- **YOUR ASSIGNMENT**:
Across the entries below, how many lines contain the string "edges"? Give only the count.

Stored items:
▼
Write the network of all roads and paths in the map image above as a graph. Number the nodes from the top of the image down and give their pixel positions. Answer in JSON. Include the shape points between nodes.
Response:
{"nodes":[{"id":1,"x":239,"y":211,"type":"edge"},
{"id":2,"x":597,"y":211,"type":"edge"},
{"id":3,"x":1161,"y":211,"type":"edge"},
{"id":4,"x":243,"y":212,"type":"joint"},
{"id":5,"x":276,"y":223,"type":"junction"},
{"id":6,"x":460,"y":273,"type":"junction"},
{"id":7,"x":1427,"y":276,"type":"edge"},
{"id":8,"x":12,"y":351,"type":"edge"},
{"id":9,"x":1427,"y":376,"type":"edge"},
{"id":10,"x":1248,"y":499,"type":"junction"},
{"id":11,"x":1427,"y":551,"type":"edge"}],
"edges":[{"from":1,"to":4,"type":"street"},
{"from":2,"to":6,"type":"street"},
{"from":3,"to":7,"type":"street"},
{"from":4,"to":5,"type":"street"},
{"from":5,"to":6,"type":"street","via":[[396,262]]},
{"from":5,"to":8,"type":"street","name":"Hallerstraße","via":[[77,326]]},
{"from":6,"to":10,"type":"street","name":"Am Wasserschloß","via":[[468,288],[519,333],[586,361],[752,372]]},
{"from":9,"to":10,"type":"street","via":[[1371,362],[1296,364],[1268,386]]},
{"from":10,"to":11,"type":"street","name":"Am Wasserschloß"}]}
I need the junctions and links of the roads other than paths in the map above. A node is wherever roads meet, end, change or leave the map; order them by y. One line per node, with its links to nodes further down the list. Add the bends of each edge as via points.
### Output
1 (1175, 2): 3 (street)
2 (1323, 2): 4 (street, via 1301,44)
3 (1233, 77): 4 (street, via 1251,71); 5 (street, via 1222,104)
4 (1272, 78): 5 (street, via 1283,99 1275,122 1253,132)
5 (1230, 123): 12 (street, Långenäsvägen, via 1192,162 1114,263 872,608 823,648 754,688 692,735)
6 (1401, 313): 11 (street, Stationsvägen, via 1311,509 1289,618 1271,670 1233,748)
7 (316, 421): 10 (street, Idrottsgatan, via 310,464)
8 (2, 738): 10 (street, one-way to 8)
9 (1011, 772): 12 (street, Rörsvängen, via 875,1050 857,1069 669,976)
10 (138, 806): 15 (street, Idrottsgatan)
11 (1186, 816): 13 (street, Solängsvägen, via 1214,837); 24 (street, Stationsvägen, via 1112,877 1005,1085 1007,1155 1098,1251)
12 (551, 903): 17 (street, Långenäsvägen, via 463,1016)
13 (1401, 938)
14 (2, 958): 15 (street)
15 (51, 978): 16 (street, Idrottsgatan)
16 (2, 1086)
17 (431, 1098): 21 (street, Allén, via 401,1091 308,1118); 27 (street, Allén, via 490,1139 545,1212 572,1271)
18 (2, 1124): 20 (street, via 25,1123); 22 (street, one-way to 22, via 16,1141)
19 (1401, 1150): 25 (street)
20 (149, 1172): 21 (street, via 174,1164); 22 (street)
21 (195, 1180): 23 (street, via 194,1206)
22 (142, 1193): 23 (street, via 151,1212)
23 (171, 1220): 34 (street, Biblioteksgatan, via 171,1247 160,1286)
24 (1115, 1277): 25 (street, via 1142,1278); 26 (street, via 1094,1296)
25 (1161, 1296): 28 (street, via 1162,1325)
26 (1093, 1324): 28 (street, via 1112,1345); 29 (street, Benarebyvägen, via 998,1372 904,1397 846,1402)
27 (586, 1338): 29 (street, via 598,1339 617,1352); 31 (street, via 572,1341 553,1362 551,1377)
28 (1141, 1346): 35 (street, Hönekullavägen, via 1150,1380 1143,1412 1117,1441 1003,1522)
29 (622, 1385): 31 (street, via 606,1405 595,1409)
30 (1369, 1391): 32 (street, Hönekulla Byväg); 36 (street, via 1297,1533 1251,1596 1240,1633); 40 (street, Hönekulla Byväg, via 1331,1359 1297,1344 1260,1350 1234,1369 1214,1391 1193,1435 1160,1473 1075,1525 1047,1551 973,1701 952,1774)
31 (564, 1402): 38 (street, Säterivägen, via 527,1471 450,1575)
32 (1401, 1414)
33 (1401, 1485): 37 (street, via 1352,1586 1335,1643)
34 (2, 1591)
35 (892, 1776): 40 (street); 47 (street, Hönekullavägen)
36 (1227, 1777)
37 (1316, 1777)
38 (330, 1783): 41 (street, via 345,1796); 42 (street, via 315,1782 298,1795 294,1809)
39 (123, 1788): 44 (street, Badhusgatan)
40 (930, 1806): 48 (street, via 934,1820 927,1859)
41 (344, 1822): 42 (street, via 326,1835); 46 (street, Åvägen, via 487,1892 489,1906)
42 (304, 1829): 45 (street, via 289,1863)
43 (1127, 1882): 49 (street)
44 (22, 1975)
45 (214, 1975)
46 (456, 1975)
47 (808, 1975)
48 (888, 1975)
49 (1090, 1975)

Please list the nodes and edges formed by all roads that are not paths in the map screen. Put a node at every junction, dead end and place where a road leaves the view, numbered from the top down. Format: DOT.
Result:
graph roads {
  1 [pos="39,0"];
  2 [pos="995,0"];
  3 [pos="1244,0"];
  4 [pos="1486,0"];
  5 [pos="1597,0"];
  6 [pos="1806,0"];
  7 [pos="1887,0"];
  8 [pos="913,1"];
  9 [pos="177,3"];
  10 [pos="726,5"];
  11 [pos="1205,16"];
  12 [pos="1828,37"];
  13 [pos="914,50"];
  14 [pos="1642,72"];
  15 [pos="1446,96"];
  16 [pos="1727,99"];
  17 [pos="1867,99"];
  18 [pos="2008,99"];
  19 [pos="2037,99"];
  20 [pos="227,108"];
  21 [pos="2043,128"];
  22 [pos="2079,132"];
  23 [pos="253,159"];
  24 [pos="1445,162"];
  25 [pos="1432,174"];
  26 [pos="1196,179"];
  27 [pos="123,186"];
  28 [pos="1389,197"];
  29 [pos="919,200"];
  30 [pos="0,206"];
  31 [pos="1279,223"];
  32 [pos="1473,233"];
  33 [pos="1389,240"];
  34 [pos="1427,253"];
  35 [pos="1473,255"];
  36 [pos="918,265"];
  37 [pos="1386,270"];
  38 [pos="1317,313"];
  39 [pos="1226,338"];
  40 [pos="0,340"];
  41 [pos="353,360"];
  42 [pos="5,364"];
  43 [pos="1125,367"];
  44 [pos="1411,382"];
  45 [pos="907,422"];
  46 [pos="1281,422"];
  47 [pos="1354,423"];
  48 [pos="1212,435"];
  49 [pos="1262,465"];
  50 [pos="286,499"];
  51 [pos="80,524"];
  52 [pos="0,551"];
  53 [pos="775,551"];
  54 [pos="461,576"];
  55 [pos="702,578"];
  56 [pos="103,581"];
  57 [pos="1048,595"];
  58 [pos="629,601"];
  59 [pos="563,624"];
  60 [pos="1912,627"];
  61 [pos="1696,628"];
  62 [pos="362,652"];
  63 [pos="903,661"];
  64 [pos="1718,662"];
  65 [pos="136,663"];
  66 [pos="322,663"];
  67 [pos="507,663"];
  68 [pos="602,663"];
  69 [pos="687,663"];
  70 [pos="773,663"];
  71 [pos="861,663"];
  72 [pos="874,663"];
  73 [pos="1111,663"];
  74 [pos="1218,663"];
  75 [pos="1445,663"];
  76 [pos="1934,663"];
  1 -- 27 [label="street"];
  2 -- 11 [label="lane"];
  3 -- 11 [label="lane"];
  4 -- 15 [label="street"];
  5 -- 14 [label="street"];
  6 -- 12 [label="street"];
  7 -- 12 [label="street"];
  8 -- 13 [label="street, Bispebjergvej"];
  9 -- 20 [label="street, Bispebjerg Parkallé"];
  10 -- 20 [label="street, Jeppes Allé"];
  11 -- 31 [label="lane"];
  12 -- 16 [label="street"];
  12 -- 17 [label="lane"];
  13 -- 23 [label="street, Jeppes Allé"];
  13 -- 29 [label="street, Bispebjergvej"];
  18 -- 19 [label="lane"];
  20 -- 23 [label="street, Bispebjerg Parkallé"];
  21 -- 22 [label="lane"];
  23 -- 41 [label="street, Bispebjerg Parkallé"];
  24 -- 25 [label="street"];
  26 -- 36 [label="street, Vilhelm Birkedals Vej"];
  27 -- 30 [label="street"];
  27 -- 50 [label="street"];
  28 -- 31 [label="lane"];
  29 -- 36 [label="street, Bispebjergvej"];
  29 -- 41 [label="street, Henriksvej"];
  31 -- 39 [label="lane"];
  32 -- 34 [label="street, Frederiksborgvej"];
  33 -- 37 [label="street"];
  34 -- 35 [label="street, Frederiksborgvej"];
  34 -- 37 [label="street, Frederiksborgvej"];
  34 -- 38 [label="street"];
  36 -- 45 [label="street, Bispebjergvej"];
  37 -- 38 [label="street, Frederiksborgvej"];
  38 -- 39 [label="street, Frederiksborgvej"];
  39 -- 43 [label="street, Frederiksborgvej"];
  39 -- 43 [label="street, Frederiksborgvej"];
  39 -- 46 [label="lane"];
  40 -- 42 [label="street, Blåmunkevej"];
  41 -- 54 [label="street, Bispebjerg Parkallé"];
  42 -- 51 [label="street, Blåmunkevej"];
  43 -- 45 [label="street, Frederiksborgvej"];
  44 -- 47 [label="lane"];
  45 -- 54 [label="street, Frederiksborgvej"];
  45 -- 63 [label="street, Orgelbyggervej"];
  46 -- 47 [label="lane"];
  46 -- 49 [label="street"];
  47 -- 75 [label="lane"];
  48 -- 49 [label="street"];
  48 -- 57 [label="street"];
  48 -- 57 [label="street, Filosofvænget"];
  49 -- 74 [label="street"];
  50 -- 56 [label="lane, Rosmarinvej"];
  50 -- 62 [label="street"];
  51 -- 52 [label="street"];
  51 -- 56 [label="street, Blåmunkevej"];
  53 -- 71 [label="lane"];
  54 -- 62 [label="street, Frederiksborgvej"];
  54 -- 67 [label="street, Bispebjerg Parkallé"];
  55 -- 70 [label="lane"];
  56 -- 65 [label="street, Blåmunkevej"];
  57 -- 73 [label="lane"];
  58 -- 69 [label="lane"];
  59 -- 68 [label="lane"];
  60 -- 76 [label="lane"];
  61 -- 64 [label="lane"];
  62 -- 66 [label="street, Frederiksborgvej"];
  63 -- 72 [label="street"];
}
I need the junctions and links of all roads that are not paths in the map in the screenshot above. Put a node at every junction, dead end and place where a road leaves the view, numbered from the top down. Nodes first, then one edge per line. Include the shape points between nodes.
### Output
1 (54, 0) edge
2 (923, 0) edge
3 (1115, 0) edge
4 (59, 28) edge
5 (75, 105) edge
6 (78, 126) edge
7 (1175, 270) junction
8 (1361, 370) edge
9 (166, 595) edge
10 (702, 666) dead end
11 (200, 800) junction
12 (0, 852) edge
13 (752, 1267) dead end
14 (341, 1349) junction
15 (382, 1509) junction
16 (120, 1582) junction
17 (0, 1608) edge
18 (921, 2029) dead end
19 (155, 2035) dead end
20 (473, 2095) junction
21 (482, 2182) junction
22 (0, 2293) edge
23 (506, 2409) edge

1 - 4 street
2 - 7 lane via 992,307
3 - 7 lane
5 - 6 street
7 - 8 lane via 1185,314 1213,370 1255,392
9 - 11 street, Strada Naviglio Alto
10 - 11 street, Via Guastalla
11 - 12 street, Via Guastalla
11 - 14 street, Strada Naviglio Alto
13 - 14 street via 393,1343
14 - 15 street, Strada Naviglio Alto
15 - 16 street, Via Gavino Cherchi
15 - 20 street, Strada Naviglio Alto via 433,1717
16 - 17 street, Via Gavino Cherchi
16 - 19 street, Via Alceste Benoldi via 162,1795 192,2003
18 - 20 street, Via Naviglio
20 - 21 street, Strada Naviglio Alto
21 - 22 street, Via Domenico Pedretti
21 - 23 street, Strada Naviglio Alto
▲
- **EXERCISE SOLUTION**:
2